Connect to a real proximal stimulus. Some people are not ready to be mindful of themselves, but they can stay in the present without too much distress. Interventions:
-5 Senses mindfulness
-Perform a simple task like a puzzle, chore, or interact with a person nearby
Connect to your somatic motor functions. Some people can pay attention to their body functions, without tuning in to sensations yet. Interventions:
-Perform deliberate guided movements (yoga, stretching, tai chi)
-Breathing exercises
Connect to somatic sensation. This is where things can get really tough for the severely traumatized. Unhealed emotional injuries still hurt, and they have built up over time. Tuning in to these sensations can be extremely uncomfortable, and should be done in controlled doses if possible. Interventions:
-Compassionate touch. This is an active, validating experience of self touch intended to produce an oxytocin release just as a hug from a loved one might. You might mindfully hold your own hand, rest a hand on a knee, give yourself a hug, wrap yourself in a blanket, or put your hands on your cheeks.
-Describe a sensation of muscles or organs where emotions are felt.
-Induce other somatic sensations with tastes, textures, temperatures.
Connect to emotion. This requires some simultaneous awareness of the body and cognition. Someone in this state can identify emotion words. Interventions:
-Emotion Wheel: List every emotion word from the list/chart that resonates with you right now. Some may seem contradictory, but that’s ok.
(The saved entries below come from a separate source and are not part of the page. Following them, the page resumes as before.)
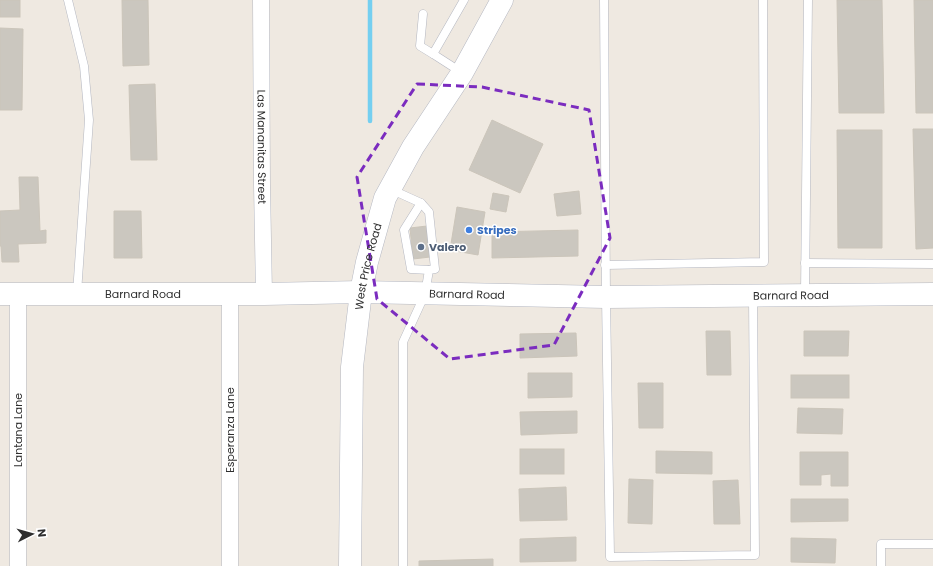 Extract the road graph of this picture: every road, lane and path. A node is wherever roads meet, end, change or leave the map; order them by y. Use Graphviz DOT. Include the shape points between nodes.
graph roads {
  1 [pos="68,0"];
  2 [pos="261,0"];
  3 [pos="464,0"];
  4 [pos="502,0"];
  5 [pos="604,0"];
  6 [pos="763,0"];
  7 [pos="808,0"];
  8 [pos="423,14"];
  9 [pos="433,54"];
  10 [pos="462,73"];
  11 [pos="390,189"];
  12 [pos="420,203"];
  13 [pos="805,263"];
  14 [pos="933,264"];
  15 [pos="606,265"];
  16 [pos="429,270"];
  17 [pos="361,292"];
  18 [pos="9,294"];
  19 [pos="77,294"];
  20 [pos="230,294"];
  21 [pos="264,294"];
  22 [pos="425,294"];
  23 [pos="933,294"];
  24 [pos="753,295"];
  25 [pos="805,295"];
  26 [pos="606,297"];
  27 [pos="933,544"];
  28 [pos="18,566"];
  29 [pos="230,566"];
  30 [pos="350,566"];
  31 [pos="403,566"];
  32 [pos="881,566"];
  1 -- 19 [label="lane" via="84,66 90,120"];
  2 -- 21 [label="street, Las Mananitas Street"];
  3 -- 9 [label="lane"];
  4 -- 10 [label="street, West Price Road"];
  5 -- 15 [label="lane"];
  6 -- 15 [label="lane" via="764,262"];
  7 -- 13 [label="lane"];
  8 -- 9 [label="lane" via="420,46"];
  9 -- 10 [label="lane"];
  10 -- 11 [label="street, West Price Road" via="413,147"];
  11 -- 12 [label="lane"];
  11 -- 17 [label="street, West Price Road" via="385,198"];
  12 -- 16 [label="lane" via="429,212 435,269"];
  12 -- 16 [label="lane" via="404,230 411,269"];
  13 -- 14 [label="lane"];
  13 -- 25 [label="lane"];
  15 -- 26 [label="lane"];
  16 -- 22 [label="lane"];
  17 -- 21 [label="street, Barnard Road"];
  17 -- 22 [label="street, Barnard Road"];
  17 -- 30 [label="street, West Price Road" via="352,367"];
  18 -- 19 [label="street, Barnard Road"];
  18 -- 28 [label="street, Lantana Lane"];
  19 -- 20 [label="street, Barnard Road"];
  20 -- 21 [label="street, Barnard Road"];
  20 -- 29 [label="street, Esperanza Lane"];
  22 -- 26 [label="street, Barnard Road"];
  22 -- 31 [label="lane" via="403,342"];
  23 -- 25 [label="street, Barnard Road"];
  24 -- 25 [label="street, Barnard Road"];
  24 -- 26 [label="street, Barnard Road"];
  24 -- 26 [label="lane" via="756,555 610,557"];
  27 -- 32 [label="lane" via="881,544"];
} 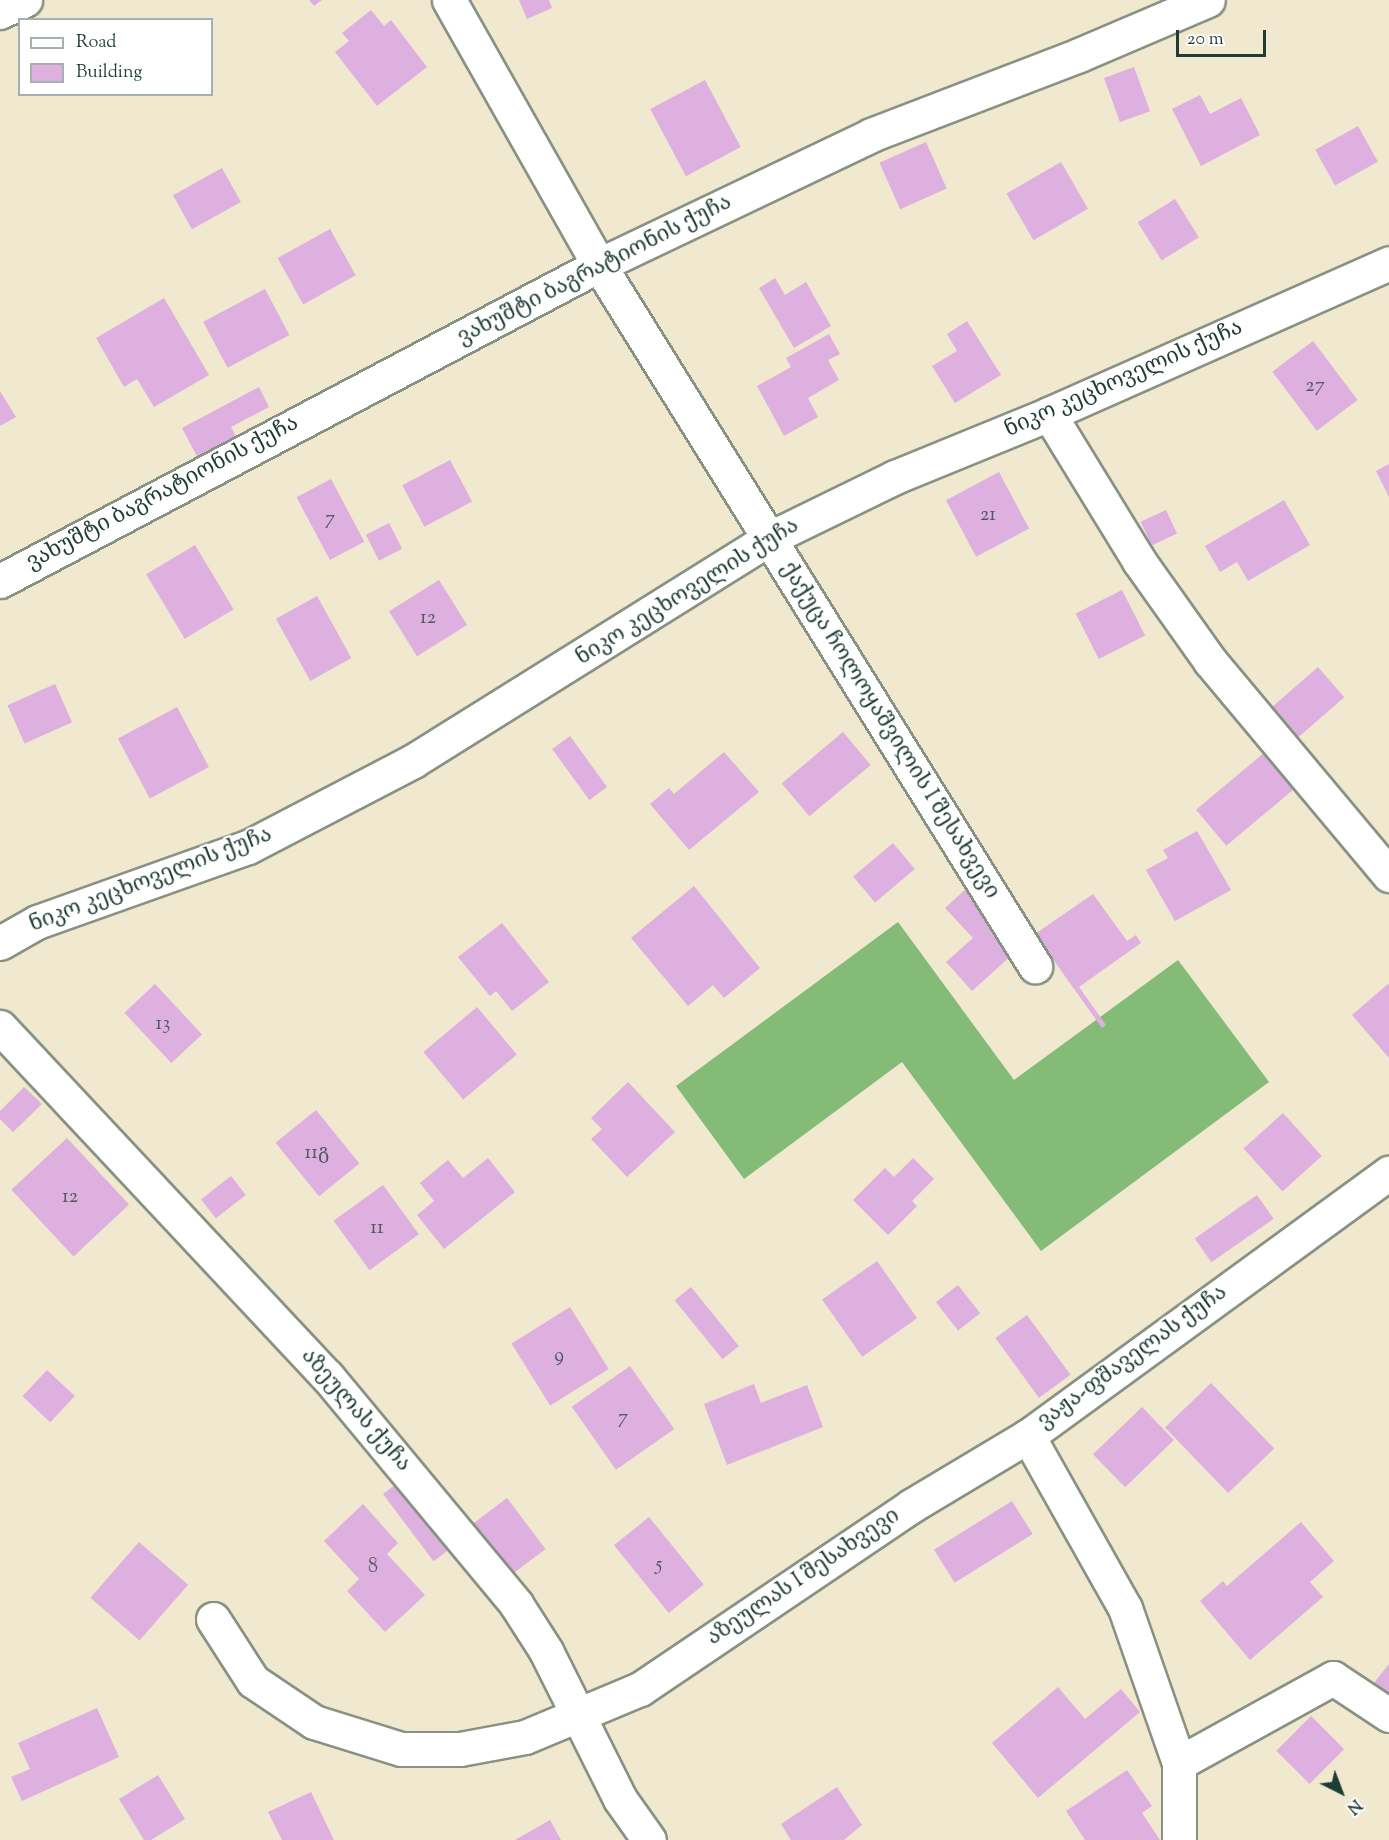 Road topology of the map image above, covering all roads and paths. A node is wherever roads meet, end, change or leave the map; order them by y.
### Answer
1 (25, 0) edge
2 (449, 0) edge
3 (1208, 0) edge
4 (0, 12) edge
5 (1389, 263) edge
6 (599, 265) junction
7 (1049, 414) junction
8 (770, 538) junction
9 (0, 580) edge
10 (1389, 875) edge
11 (0, 943) edge
12 (1035, 966) dead end
13 (0, 1027) edge
14 (1389, 1173) edge
15 (1029, 1436) junction
16 (213, 1619) dead end
17 (1389, 1715) edge
18 (578, 1716) junction
19 (1179, 1763) junction
20 (649, 1840) edge
21 (1179, 1840) edge

1 - 4 street
2 - 6 street, ქაქუცა ჩოლოყაშვილის I შესახვევი
3 - 6 street, ვახუშტი ბაგრატიონის ქუჩა
5 - 7 street, ნიკო კეცხოველის ქუჩა
6 - 8 street, ქაქუცა ჩოლოყაშვილის I შესახვევი
6 - 9 street, ვახუშტი ბაგრატიონის ქუჩა
7 - 8 street, ნიკო კეცხოველის ქუჩა
7 - 10 street
8 - 11 street, ნიკო კეცხოველის ქუჩა
8 - 12 street, ქაქუცა ჩოლოყაშვილის I შესახვევი
13 - 18 street, აზეულას ქუჩა
14 - 15 street, ვაჟა-ფშაველას ქუჩა
15 - 18 street, აზეულას I შესახვევი
15 - 19 street, ვაჟა-ფშაველას ქუჩა
16 - 18 street, აზეულას I შესახვევი
17 - 19 street
18 - 20 street, აზეულას ქუჩა
19 - 21 street, ვაჟა-ფშაველას ქუჩა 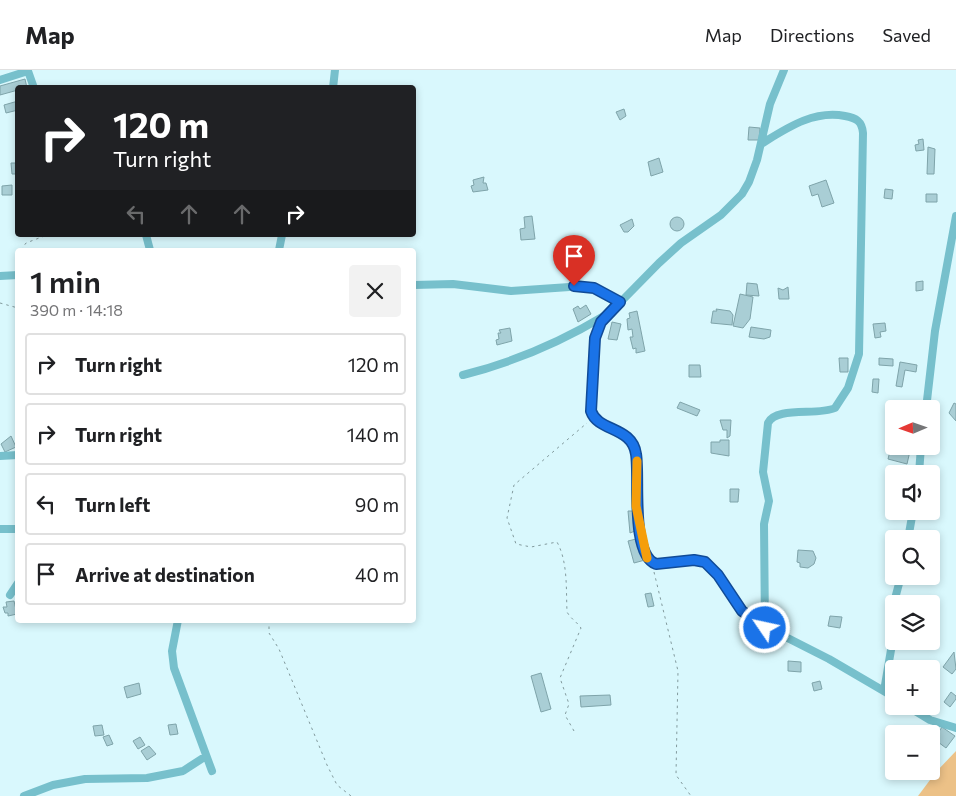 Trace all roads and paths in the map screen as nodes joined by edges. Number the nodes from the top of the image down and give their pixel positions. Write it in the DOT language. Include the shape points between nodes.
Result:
graph roads {
  1 [pos="335,70"];
  2 [pos="784,70"];
  3 [pos="30,71"];
  4 [pos="0,80"];
  5 [pos="33,85"];
  6 [pos="333,85"];
  7 [pos="761,144"];
  8 [pos="956,216"];
  9 [pos="42,237"];
  10 [pos="22,248"];
  11 [pos="15,275"];
  12 [pos="0,276"];
  13 [pos="416,285"];
  14 [pos="620,302"];
  15 [pos="0,303"];
  16 [pos="15,307"];
  17 [pos="608,313"];
  18 [pos="463,375"];
  19 [pos="927,400"];
  20 [pos="594,418"];
  21 [pos="15,455"];
  22 [pos="0,456"];
  23 [pos="0,529"];
  24 [pos="15,529"];
  25 [pos="653,564"];
  26 [pos="899,585"];
  27 [pos="15,587"];
  28 [pos="10,594"];
  29 [pos="177,623"];
  30 [pos="269,623"];
  31 [pos="765,628"];
  32 [pos="884,691"];
  33 [pos="922,715"];
  34 [pos="956,728"];
  35 [pos="574,731"];
  36 [pos="206,756"];
  37 [pos="212,771"];
  38 [pos="24,796"];
  39 [pos="351,796"];
  40 [pos="691,796"];
  1 -- 6 [label="street"];
  2 -- 7 [label="street" via="770,104"];
  3 -- 4 [label="street"];
  3 -- 5 [label="street"];
  7 -- 14 [label="street" via="749,182 734,203 681,243"];
  7 -- 31 [label="street" via="798,122 818,115 854,118 860,122 863,133 860,354 848,388 835,408 778,414 768,422 763,472 769,501 764,524"];
  8 -- 19 [label="street" via="935,331"];
  9 -- 10 [label="path" via="26,243"];
  11 -- 12 [label="street"];
  13 -- 14 [label="street" via="453,284 512,290 584,286"];
  14 -- 17 [label="street"];
  15 -- 16 [label="path"];
  17 -- 18 [label="street" via="570,337 507,363"];
  17 -- 20 [label="street" via="601,322 593,347 591,401"];
  20 -- 25 [label="street" via="626,436 635,450 638,517 647,557"];
  20 -- 35 [label="path" via="514,485 507,518 516,544 531,547 557,542 560,547 568,612 581,628 560,678 569,704 565,715"];
  21 -- 22 [label="street"];
  23 -- 24 [label="street"];
  25 -- 31 [label="street" via="705,562 718,575 742,611"];
  25 -- 40 [label="path" via="678,671 676,775"];
  26 -- 32 [label="street" via="892,610 891,654"];
  27 -- 28 [label="street"];
  29 -- 36 [label="street" via="172,651 174,668"];
  30 -- 39 [label="path" via="269,633 279,649 327,765 337,785"];
  31 -- 32 [label="street" via="809,648"];
  33 -- 34 [label="street"];
  36 -- 37 [label="street"];
  36 -- 38 [label="street" via="183,771 147,778 85,779 53,785"];
}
-The 6's Questions Interview (manager/protector dialogue from Internal Family Systems).
This is a powerful intervention best housed in a track all about parts and working with our unhealed hurts.
Connect to sources of emotion. With a bit more cognitive awareness, the mind can be drawn to experiences that the emotion associates with. These might be experiences that appear to have caused the current emotion, or those that evoked a similar emotion when they happened
-List reasons why you may be feeling emotions you have identified.
-Socratic Questioning. An intervention often used to help a client identify a core fear. You continuously ask “Why?” until you reach a core fear–often something related to shame, rejection, abandonment, or death.
Connect to Self-Compassion. The next level of awareness comes with connection to the universal truth of one’s worth and inherent goodness. It involves a rationale for why the experience and emotion happened that does not blame or criticize the person. Interventions:
-Emotion Validation: “Emotions happen beyond our conscious control. We don’t need to decide if they are good or bad. They just are. And they always happen for a reason that makes sense. Can you identify why your emotions make sense?”
-Inner Child. Write a letter or imagine a conversation with your younger self that felt these emotions. What would you say? How could you meet this child’s needs? What message do you want to send to your younger self?
Connect to Compassion for Others (Highest Level). True compassion for others only comes after validation oneself. If someone is apparently only judging themselves and not others (especially in cases where they blame themselves, not their perpetrator of abuse), then they are actually on the dissociated end of awareness. They will have to process some suppressed emotions before they can really feel compassion for themselves, then others. Intervention
-The Other’s Shoes. Write down how you imagine another’s experience might be regarding the emotions you have felt.
-The Other’s Inner Child. What was happening with the other person’s inner child as this happened?